Code for Optimizing Millions of Hyperparameters by Implicit Differentiation

Implementation in 100 lines of Python · Optimizing Millions of Hyperparameters by Implicit Differentiation
View on GitHub →
Abstract (original paper)

We propose an algorithm for inexpensive gradient-based hyperparameter optimization that combines the implicit function theorem (IFT) with efficient inverse Hessian approximations. We present results about the relationship between the IFT and differentiating through optimization, motivating our algorithm. We use the proposed approach to train modern network architectures with millions of weights and millions of hyper-parameters. For example, we learn a data-augmentation network—where every weight is a hyperparameter tuned for validation performance—outputting augmented training examples. Jointly tuning weights and hyper-parameters is only a few times more costly in memory and compute than standard training.

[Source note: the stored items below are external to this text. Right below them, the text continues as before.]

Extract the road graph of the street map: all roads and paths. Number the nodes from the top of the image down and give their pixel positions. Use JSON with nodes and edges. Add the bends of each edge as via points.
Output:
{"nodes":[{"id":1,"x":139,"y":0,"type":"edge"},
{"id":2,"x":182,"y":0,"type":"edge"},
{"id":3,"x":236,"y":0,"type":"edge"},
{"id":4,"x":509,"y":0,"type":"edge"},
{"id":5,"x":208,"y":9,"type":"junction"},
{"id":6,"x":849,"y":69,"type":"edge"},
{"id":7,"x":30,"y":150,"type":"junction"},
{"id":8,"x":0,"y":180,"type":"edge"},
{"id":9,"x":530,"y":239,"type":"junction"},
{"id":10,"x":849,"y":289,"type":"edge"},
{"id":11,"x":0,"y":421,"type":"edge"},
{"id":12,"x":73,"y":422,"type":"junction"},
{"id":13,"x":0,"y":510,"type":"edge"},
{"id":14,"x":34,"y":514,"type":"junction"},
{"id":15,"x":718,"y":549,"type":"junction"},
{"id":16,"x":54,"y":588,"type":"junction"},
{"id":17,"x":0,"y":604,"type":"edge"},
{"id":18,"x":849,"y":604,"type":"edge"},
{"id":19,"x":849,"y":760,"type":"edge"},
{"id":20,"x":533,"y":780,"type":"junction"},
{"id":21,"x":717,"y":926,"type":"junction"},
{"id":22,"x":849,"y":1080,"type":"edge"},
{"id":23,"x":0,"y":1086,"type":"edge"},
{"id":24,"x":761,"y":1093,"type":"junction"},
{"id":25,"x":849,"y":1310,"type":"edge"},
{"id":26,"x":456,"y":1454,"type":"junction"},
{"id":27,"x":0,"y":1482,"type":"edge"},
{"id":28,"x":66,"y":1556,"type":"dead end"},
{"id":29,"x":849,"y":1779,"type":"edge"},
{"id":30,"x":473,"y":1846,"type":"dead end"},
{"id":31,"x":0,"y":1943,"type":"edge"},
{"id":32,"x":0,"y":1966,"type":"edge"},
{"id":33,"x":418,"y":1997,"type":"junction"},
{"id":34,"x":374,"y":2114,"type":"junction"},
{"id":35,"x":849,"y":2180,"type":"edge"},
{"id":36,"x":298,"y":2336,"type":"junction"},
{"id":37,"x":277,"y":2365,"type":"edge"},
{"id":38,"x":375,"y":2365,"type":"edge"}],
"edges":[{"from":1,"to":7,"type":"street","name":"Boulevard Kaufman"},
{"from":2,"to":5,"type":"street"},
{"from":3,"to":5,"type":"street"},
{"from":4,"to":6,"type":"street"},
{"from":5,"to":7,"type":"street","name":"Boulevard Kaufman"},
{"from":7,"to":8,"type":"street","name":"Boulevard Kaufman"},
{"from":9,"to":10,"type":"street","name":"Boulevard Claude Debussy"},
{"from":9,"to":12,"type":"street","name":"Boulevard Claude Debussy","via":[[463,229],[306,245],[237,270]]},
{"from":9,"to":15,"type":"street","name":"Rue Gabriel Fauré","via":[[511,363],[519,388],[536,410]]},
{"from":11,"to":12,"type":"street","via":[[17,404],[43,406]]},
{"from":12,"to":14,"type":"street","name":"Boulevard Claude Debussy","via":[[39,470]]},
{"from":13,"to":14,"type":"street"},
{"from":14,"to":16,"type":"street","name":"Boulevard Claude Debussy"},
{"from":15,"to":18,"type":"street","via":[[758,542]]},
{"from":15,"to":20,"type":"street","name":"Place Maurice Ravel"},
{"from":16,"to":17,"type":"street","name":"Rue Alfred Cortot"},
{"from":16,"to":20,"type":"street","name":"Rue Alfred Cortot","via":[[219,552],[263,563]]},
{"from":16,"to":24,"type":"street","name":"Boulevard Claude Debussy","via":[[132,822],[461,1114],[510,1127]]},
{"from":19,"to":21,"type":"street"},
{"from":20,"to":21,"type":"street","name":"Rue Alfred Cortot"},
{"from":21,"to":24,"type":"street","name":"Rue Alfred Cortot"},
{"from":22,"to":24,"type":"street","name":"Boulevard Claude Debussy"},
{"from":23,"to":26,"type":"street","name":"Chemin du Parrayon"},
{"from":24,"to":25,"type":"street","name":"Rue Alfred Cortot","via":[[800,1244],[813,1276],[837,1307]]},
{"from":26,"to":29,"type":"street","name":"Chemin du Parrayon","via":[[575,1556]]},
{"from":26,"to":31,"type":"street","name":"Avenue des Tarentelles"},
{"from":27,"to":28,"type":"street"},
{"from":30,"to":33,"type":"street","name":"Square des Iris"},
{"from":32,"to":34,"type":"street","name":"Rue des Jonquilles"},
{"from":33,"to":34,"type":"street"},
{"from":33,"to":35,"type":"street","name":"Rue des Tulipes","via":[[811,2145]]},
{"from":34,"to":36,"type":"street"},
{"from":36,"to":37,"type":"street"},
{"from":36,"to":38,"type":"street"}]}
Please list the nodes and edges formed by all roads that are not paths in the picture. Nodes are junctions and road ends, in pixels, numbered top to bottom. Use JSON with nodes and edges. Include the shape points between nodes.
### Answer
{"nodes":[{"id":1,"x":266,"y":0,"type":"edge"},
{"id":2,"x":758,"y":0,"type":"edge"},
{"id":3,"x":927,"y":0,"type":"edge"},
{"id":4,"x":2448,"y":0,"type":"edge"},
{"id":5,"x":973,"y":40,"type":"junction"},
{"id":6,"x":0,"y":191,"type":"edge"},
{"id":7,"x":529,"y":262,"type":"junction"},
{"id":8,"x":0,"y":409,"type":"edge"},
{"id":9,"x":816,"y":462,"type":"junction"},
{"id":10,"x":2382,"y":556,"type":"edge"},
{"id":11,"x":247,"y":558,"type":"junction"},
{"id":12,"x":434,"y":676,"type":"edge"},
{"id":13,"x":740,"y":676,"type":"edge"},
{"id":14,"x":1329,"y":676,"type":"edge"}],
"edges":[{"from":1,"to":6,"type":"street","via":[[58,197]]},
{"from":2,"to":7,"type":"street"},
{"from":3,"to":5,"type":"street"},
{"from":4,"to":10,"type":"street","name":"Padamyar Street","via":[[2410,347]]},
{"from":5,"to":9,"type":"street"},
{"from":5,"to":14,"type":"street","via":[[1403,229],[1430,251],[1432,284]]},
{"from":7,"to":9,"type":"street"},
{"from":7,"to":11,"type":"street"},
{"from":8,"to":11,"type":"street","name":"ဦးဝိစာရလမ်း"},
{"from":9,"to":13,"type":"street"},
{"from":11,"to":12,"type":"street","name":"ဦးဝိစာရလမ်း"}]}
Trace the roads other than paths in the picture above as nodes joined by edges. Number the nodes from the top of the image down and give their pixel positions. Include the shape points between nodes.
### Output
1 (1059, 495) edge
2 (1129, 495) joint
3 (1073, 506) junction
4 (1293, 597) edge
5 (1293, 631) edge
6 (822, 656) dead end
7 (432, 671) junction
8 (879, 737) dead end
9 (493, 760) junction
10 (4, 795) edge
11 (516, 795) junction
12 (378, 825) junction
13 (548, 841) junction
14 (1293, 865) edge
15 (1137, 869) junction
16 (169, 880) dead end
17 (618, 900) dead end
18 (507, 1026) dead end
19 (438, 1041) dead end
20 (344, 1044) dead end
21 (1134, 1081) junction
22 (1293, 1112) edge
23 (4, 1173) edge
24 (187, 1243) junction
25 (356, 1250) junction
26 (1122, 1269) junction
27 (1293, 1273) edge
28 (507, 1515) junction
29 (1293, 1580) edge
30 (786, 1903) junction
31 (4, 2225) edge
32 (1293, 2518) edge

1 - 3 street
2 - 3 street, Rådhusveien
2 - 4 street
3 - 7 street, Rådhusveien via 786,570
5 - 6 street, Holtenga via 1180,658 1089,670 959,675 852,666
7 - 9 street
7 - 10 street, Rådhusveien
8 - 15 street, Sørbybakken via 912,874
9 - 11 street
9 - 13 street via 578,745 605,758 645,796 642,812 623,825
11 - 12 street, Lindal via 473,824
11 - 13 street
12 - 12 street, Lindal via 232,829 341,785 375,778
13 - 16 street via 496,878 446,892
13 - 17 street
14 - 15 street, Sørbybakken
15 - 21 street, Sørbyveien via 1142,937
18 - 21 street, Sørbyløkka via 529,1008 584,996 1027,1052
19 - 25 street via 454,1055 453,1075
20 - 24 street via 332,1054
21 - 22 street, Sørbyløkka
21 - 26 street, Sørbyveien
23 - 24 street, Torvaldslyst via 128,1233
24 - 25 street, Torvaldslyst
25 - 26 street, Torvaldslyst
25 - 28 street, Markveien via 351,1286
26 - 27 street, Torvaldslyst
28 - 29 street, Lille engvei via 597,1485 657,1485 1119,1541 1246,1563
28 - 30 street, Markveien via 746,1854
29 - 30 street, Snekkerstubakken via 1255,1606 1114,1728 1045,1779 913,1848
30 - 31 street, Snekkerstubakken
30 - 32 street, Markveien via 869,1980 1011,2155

Source: Optimizing Millions of Hyperparameters by Implicit Differentiation (2019-10-06). See: paper link.

Code

Optimizing Millions of Hyperparameters by Implicit Differentiation in 100 lines (Python)

import torch
import torch.nn as nn
from tqdm import tqdm
import numpy as np
from keras.datasets.mnist import load_data
import matplotlib.pyplot as plt
from typing import Tuple

torch.manual_seed(8001)

# load (and normalize) mnist dataset
(trainX, trainY), (testX, testy) = load_data()
trainX = (np.float32(trainX) - 127.5) / 127.5
# Training and validation set of 50 samples
valX = torch.tensor(trainX[:50].reshape(50, -1))
valY = torch.tensor(trainY[:50], dtype=torch.long)
trainX = torch.tensor(trainX[-50:].reshape(50, -1))
trainY = torch.tensor(trainY[-50:], dtype=torch.long)


class MLP(nn.Module):
    def __init__(self, input_dim=784, output_dim=10):
        super(MLP, self).__init__()
        self.layers = nn.Sequential(
            nn.Linear(input_dim, input_dim),
            nn.ELU(),
            nn.Linear(input_dim, output_dim)
        )

    def forward(self, x):
        return self.layers(x)


class WeightDecay(nn.Module):
    def __init__(self, model, device):
        super(WeightDecay, self).__init__()
        self.positive_constraint = torch.nn.Softplus()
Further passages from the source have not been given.